L'arche au lever du soleil.

Une double arche naturelle de 32 mètres, dans les falaises alpines de la Chartreuse, attire de nombreux randonneurs depuis sa découverte, il y a 16 ans. Mais le marquis, propriétaire de ces terres régulièrement louées à des chasseurs, ne veut pas les y voir, au nom de la propriété et de la biodiversité.

Mai 2005. L’alpiniste Pascal Sombardier évolue seul sur le versant est du massif de la Chartreuse. Un endroit raide et perdu, dominé par des barres rocheuses, au-dessus de la vallée du Grésivaudan. Il franchit un passage d’escalade, remonte un étroit couloir et pénètre dans un cirque vertical. Alors qu’il s’apprête à poursuivre son ascension, l’alpiniste se retourne quelques instants pour contempler les montagnes de Belledonne, au loin vers le levant. Mais l’instant d’après, ce n’est plus le paysage qui frappe son regard. Sur sa droite, il découvre une tour trouée de part en part, formant une double arche naturelle de formidable dimension.

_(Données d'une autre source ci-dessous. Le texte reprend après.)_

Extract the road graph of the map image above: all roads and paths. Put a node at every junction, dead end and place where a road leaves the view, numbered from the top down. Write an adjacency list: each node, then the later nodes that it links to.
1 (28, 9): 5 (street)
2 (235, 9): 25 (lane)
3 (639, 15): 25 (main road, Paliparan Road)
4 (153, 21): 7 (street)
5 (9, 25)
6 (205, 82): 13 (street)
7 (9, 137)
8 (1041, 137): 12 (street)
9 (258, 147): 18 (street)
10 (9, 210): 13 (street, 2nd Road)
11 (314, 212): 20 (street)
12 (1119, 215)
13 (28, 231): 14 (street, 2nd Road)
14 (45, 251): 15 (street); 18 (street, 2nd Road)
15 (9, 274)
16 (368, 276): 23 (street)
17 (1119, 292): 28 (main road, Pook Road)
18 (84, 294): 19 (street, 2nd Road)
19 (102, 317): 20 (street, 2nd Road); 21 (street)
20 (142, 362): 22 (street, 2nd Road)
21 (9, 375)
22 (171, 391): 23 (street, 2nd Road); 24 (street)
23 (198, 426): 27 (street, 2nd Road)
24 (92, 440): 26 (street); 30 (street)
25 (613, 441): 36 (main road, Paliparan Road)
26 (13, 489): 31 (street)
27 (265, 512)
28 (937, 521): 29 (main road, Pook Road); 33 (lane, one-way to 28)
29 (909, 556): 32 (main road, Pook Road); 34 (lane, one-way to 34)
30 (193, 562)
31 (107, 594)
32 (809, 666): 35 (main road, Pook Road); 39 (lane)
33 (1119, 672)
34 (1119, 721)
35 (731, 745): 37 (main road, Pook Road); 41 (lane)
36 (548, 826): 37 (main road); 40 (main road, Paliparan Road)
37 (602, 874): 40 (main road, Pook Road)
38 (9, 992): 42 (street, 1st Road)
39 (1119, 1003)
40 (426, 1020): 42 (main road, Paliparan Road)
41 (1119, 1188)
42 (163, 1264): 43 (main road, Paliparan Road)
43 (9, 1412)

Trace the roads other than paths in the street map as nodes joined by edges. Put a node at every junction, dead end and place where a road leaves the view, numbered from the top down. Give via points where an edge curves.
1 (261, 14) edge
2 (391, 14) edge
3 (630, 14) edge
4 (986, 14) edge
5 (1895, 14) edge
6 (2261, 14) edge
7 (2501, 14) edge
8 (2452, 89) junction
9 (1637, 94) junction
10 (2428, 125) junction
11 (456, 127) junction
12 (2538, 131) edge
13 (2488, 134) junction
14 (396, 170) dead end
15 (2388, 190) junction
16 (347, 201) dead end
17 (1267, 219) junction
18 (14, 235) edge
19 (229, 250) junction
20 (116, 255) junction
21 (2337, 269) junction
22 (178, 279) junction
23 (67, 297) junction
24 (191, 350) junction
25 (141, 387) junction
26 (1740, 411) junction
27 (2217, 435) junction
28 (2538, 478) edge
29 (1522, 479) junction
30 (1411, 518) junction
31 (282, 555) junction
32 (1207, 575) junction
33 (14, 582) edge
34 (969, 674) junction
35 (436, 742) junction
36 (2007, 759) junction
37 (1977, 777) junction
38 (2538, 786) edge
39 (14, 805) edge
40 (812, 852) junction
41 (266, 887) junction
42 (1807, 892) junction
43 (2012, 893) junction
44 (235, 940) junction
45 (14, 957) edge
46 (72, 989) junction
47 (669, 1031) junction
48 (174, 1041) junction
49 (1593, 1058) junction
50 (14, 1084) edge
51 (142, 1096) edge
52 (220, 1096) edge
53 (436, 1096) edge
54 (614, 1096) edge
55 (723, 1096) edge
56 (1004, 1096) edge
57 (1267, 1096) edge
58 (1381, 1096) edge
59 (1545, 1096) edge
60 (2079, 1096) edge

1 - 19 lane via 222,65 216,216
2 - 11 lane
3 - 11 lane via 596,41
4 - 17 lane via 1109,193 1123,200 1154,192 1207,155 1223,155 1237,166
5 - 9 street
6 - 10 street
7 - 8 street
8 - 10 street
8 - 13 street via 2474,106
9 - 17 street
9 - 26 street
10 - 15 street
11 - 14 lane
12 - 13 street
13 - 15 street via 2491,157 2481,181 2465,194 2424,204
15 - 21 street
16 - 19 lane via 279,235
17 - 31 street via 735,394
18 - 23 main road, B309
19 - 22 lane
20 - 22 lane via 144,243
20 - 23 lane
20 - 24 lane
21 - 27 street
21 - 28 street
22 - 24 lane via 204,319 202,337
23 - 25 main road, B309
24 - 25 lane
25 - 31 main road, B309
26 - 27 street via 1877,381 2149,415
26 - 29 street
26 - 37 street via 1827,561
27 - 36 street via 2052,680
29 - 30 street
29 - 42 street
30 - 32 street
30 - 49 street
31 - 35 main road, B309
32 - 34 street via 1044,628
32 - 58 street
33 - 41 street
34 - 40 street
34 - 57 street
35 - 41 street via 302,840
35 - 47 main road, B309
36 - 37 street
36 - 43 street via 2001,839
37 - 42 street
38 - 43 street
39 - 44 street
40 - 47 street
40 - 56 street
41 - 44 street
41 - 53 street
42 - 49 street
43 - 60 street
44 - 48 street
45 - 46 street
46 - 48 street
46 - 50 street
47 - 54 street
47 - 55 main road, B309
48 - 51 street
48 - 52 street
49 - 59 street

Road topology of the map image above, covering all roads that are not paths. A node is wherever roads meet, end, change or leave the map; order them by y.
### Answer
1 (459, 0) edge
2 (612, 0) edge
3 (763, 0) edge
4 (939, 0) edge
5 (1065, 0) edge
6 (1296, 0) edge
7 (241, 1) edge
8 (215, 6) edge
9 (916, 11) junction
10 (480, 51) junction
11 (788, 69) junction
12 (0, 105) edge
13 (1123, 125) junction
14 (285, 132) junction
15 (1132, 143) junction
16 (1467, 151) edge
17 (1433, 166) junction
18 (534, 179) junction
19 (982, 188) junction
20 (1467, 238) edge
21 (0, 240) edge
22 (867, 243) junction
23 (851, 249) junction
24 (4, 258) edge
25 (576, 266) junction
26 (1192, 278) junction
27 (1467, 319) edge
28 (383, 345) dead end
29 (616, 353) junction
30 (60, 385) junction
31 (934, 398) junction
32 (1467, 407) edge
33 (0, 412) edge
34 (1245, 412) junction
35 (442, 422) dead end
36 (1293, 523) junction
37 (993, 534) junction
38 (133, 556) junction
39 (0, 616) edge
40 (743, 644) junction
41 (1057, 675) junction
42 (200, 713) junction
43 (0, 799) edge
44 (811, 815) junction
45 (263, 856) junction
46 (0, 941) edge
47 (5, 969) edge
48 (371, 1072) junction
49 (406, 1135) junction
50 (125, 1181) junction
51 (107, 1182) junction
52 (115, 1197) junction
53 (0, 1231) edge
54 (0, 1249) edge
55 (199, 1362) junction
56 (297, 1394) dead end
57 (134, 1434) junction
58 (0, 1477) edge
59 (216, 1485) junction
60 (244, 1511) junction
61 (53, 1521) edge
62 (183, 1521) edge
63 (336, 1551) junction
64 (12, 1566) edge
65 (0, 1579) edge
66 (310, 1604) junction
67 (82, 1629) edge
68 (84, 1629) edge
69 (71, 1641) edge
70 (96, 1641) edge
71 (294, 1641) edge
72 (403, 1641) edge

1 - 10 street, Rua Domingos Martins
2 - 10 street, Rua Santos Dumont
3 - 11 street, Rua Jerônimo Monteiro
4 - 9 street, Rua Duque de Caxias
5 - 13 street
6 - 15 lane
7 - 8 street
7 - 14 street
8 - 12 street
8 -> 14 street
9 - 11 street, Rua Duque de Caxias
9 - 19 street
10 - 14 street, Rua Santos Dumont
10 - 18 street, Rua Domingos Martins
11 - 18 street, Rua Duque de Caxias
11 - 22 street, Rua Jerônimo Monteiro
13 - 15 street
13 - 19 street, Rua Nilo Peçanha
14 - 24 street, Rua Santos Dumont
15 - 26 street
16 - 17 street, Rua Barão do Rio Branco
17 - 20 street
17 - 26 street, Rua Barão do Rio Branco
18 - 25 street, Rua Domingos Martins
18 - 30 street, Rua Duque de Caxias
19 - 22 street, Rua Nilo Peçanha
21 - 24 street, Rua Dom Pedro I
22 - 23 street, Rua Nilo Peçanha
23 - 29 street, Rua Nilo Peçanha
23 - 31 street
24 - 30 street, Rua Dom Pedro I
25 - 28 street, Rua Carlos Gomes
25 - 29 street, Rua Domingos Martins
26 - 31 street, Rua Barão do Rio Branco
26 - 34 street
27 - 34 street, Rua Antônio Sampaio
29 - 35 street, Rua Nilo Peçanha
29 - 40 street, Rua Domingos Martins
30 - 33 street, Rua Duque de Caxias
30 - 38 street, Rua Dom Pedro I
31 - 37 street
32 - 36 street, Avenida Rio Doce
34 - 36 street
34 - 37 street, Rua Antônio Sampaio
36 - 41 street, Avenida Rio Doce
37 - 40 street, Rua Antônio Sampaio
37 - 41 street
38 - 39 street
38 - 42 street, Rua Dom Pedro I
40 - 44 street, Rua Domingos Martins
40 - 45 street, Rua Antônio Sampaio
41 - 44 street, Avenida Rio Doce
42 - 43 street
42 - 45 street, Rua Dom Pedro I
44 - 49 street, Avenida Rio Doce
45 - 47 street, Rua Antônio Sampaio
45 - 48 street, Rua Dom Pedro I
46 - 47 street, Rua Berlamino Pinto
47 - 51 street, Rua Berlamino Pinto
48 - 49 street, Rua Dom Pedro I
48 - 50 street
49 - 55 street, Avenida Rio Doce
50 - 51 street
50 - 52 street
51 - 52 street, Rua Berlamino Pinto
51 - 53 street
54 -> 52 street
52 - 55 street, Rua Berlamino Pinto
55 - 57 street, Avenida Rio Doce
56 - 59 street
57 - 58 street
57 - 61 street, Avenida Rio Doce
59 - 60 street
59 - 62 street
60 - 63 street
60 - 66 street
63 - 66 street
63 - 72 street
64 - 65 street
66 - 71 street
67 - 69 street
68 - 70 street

L’arche vue à l’aube depuis sa face sud. CC BY-SA 4.0 / Bouvierjr / Wikimedia Commons

De retour dans la vallée, c’est l’incrédulité : « Tout le monde m’a dit "une arche comme ça, on n’en trouve qu’aux États-Unis, au Colorado ou en Utah" », raconte Pascal Sombardier à Reporterre. Alors que certains, comme le président du club alpin français de l’Isère, croient au canular, l’évidence apparaît : l’alpiniste a bien révélé une double arche inconnue, là, tout proche d’un bassin de population de 3,5 millions de personnes. Il la nomme simplement « tour Percée », et son éditeur en fait la couverture de son livre, Chartreuse inédite, sorti en mars 2006.

Le succès du livre est immédiat. Même si l’itinéraire vers la tour Percée n’est pas précisément décrit, les randonneurs accourent, de plus en plus nombreux au fil du temps, pour voir les arches. Perchées dans un cadre spectaculaire, au sein du parc naturel régional de Chartreuse et de la réserve naturelle des Hauts de Chartreuse, elles seraient les plus grandes des Alpes. Mais il y a un hic : le site se trouve sur un terrain privé, propriété du marquis Bruno de Quinsonas-Oudinot, descendant d’une lignée aristocratique célèbre dans la région.

Des chasseurs plutôt que des randonneurs

Propriétaire du château du Touvet et de plusieurs milliers d’hectares dans le massif de la Chartreuse, M. de Quinsonas-Oudinot ne veut pas laisser des randonneurs divaguer sur ses terres à la recherche des arches, qu’il a, lui, nommées « tour Isabelle », du prénom de sa seconde épouse. Ce terrain est aussi une réserve de chasse privée, le domaine de la Diane de Marcieu, où sont « prélevés » des trophées tels que le chamois, le mouflon et le tétras-lyre.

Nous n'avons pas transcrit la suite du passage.